Prolonged COVID is a term used to describe the disease in the COVID-19 patient group or people who have recovered from COVID-19, where persistent effects of infection and neuropsychiatric symptoms persist for months pursuing acute infection. In the COVID-19 patient group, neuropsychiatric symptoms persisting for months after acute infection have been reported. The picture can be accompanied by fatigue, "brain fog," anxiety, depression, and psychosis (Graham et al. 2021, Lopez-Leon et al. 2021). That phenomenon is predicted to influence more than 80% of hospitalized patients (Graham et al. 2021). Remarkably, the long-term neuropsychiatric symptoms of COVID-19 can be seen even in mildly symptomatic individuals and develop into persistent symptoms in an estimated 10% of all patients (Kingstone et al. 2020, Rubin 2020). Inflammatory processes are considered to cause the development of mental disorders. Systemic inflammation may also cause psychological distress and risk of depression through dysregulation of proinflammatory cytokines that predict psychological distress. COVID-19 may act as a catalyst triggering neuroimmune dysregulation to increase the risk of depressive symptoms. In a group of older adults in the UK, those with high inflammation before the pandemic were at the highest risk of developing boosted depressive symptoms in the early phases of the COVID19 crisis (Hamilton et al. 2021). Mazza et al. (2021) stated systemic inflammation may cause depressive symptomatology and cognitive impairment three months after acute COVID-19 infection. In line with all these findings, there is a need to investigate the dopaminergic effect on COVID-19 infection. As a result, publications examining the relationship between prolonged COVID-19 syndrome and dopamine are needed.

Conclusion

The global impact of the COVID-19 pandemic is unmistakable, leaving a lasting impression not only due to its physical manifestations but also because of its profound psychological effects, which will likely remain a topic of discussion and research for years to come. Among the biochemical substances influencing these psychological effects, dopamine stands out as a key player in shaping the impact of COVID-19 on mental health. The dopaminergic relationship is predicted to contribute to the persistence of COVID-19 owing to its mental effects. It becomes crucial to investigate whether elevated dopamine levels in individuals offer protection against coronavirus transmission. Conversely, documented cases in the literature highlight instances of acute psychosis emerging in patients with no prior psychiatric history following COVID-19 infection (Watson et al. 2021, O'Leary and Keenmon 2023).

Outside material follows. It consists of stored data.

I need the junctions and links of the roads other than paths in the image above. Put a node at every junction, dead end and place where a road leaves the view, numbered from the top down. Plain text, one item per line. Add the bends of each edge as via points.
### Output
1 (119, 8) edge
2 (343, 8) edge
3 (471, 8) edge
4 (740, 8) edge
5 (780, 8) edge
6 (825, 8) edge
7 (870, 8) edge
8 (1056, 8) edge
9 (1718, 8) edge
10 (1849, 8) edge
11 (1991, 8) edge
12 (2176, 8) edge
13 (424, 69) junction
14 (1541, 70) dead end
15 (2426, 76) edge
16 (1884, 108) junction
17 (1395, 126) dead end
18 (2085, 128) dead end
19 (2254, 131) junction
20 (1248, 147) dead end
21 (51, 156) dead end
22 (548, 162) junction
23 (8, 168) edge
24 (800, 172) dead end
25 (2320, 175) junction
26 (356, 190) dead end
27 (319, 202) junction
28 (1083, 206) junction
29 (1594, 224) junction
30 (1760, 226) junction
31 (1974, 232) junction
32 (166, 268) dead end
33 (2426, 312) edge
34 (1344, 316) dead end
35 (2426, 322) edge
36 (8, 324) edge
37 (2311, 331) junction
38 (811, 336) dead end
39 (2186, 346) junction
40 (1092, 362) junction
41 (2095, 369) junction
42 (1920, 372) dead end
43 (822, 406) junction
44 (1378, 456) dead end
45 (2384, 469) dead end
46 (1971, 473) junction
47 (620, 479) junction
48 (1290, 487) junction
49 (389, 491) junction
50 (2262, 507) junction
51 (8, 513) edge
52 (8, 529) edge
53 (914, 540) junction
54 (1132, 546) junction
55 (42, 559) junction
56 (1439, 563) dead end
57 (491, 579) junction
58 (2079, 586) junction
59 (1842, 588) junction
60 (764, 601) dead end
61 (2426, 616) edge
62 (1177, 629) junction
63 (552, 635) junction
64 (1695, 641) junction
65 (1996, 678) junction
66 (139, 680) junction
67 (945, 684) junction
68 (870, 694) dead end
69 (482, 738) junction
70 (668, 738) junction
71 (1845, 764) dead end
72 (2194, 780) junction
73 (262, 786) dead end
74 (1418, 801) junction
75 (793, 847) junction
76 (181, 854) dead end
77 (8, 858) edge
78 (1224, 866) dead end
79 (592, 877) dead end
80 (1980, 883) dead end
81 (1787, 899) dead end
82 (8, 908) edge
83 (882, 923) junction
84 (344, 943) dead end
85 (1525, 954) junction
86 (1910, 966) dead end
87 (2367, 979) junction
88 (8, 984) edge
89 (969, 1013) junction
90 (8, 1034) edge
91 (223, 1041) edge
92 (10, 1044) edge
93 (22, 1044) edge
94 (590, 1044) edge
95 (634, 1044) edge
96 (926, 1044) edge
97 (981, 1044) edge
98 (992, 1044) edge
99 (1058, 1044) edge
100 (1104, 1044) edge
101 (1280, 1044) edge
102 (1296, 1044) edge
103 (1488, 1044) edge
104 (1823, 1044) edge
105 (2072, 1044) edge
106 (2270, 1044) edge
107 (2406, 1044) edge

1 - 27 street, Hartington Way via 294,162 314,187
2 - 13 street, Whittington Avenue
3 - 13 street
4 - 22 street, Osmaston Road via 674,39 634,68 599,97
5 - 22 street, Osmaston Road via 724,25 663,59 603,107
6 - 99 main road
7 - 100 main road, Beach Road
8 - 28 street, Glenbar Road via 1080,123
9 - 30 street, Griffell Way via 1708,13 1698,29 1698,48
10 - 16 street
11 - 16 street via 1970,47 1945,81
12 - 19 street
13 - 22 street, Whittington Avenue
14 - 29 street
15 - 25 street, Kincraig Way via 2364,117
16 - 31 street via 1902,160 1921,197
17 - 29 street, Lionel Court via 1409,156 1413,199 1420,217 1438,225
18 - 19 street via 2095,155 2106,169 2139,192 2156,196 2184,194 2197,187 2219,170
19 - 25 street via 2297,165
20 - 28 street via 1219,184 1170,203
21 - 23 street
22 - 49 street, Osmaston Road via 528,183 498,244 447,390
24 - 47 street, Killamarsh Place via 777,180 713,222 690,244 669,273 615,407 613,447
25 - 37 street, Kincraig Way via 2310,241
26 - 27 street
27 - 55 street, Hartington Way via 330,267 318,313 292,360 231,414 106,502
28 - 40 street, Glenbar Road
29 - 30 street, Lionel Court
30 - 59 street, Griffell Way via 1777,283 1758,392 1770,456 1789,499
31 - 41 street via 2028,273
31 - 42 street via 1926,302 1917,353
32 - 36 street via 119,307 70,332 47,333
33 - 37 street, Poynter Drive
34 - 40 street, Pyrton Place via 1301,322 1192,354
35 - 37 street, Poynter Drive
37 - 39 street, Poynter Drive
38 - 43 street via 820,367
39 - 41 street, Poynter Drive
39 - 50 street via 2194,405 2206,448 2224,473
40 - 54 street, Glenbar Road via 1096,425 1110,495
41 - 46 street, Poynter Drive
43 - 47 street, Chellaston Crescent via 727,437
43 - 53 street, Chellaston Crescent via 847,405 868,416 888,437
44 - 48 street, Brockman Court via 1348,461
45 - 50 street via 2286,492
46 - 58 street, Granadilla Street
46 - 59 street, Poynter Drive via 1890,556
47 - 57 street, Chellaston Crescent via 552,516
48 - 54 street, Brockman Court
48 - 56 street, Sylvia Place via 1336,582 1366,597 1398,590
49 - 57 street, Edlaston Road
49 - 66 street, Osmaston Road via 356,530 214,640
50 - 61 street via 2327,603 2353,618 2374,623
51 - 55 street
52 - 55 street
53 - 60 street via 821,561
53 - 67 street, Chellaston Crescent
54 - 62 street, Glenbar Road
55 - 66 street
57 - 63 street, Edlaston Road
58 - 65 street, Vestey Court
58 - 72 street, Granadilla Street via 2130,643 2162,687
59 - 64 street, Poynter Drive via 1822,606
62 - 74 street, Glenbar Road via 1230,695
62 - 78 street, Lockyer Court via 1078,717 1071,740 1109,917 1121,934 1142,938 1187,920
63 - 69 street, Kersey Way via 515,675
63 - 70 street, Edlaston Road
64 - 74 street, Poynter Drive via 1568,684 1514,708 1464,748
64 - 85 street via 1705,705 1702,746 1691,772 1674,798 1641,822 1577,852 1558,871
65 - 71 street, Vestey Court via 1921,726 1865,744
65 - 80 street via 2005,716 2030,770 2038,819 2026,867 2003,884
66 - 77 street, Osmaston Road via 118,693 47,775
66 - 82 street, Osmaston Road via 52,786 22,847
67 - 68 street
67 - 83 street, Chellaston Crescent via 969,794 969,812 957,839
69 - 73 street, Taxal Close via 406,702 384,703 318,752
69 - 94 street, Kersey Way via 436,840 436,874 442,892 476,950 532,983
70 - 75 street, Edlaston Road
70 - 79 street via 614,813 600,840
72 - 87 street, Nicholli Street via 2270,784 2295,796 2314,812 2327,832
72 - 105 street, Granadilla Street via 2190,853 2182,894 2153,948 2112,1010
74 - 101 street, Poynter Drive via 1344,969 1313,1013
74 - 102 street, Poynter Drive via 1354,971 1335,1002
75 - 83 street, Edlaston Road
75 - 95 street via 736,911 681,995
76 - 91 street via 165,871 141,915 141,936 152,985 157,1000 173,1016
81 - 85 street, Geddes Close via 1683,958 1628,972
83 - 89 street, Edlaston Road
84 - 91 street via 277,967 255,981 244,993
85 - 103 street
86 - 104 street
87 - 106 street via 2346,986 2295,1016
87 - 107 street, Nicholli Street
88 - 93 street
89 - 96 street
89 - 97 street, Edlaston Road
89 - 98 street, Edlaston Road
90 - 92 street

In essence, there is a prevailing view that psychotic symptoms might persist in individuals diagnosed with COVID-19 in the years to come. Understanding the role of dopamine in the cause-and-effect mechanisms underlying the mental symptoms of the COVID-19 pandemic is vital for devising optimal treatment strategies and preparing for potential future global health crises. In the diagnosis, treatment, and care of individuals affected by COVID-19 and those diagnosed with psychosis, it is imperative not to overlook these findings, ensuring that individuals with distinctive features receive appropriate interventions. Additionally, this underscores the necessity for long-term monitoring of these patients to explore the most effective treatment methods once acute symptoms have subsided.